She had gone out at night many times through the window onto the roof or through the little window near the fireplace in the kitchen to Niccolò’s house to be with him, especially during the time that my wife had been big with child, and after she gave birth; and that last May and June, when Niccolò’s wife had been ill, Niccolò had come in many times through the little window and had his way with her on the hearth in the kitchen.

Florence, Italy – photo by seth m /Flickr

Bernardo did not initially believe her, since Niccolò “had a young, pretty wife.” Bernardo’s next move was to go out to find Giovanni Nelli, his brother-in-law and the man who had originally sent Nencia to work for him. In fact, Nencia’s mother was working as a servant for Giovanni. He told him of the situation, and together they questioned Nencia. She repeated her story, adding that she and Niccolò were having sex two or three times each week. He had even promised to give her a coat and a wool dress. At this point Bernardo wanted to have his maidservant sent back to her family, but Giovanni convinced him to wait and find out Niccolò’s side of the story.
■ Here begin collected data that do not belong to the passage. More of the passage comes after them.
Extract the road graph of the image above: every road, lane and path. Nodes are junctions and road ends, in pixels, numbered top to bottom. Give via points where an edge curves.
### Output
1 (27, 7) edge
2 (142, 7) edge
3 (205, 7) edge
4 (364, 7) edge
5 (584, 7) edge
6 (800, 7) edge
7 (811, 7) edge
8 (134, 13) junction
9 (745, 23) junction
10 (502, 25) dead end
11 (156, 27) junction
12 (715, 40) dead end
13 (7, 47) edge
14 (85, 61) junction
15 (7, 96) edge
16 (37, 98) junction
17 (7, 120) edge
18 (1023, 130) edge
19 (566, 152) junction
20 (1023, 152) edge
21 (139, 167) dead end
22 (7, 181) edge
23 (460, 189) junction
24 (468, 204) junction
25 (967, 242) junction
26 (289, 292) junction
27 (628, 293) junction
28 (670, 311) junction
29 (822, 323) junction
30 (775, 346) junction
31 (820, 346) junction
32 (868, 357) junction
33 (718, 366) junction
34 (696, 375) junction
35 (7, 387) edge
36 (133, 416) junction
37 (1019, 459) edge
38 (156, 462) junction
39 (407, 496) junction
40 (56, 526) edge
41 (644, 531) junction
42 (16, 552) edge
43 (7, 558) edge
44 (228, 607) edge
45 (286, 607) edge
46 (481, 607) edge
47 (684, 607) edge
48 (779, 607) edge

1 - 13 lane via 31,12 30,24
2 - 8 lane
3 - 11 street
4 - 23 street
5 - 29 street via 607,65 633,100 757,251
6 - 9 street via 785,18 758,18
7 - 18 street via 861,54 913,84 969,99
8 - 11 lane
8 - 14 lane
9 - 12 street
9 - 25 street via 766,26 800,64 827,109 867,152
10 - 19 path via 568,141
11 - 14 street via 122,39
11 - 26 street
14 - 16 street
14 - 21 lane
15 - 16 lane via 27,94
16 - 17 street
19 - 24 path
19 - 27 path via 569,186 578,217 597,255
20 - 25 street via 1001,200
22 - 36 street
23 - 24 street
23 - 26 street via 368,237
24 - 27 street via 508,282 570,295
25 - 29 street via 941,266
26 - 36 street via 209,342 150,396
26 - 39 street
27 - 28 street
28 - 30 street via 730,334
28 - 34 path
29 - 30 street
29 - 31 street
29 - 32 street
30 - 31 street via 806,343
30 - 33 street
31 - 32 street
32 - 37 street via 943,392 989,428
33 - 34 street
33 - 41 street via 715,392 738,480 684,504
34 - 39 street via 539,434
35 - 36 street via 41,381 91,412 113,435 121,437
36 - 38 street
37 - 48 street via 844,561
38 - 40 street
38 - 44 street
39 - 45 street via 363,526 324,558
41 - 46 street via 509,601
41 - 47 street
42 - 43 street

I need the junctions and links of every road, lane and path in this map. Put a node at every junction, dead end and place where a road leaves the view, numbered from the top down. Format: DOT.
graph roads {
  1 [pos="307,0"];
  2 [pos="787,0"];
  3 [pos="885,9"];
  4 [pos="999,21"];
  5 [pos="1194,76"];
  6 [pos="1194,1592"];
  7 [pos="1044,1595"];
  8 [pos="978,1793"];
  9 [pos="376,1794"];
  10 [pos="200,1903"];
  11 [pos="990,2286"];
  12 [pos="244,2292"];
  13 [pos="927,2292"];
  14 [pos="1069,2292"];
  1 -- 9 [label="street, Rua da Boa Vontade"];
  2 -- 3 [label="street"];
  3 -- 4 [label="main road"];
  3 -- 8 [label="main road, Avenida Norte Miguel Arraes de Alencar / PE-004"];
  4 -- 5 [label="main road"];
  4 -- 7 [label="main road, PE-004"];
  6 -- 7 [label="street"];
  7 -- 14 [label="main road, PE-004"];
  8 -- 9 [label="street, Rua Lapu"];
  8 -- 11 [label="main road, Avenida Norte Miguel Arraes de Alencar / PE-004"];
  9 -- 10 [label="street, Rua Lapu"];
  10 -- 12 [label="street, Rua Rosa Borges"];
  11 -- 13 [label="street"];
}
On October 28, Bernardo finally found Niccolò on the streets of Florence, and he immediately told him he had to talk about Nencia’s accusation. Niccolò denied that he was sleeping with the maidservant; instead he said that it was his friend Francesco Agata who was the real father. According to Niccolò, it was Agata who was staying in his house when Nencia came over, and that his only fault was not telling Bernardo about it earlier. Our writer had some skepticism about this story, as he knew Agata himself, “who was often with me both here in Florence and in the country.” Bernardo continued to upbraid his cousin, and Niccolò responded by saying it was late and he had to leave the city before the gates closed.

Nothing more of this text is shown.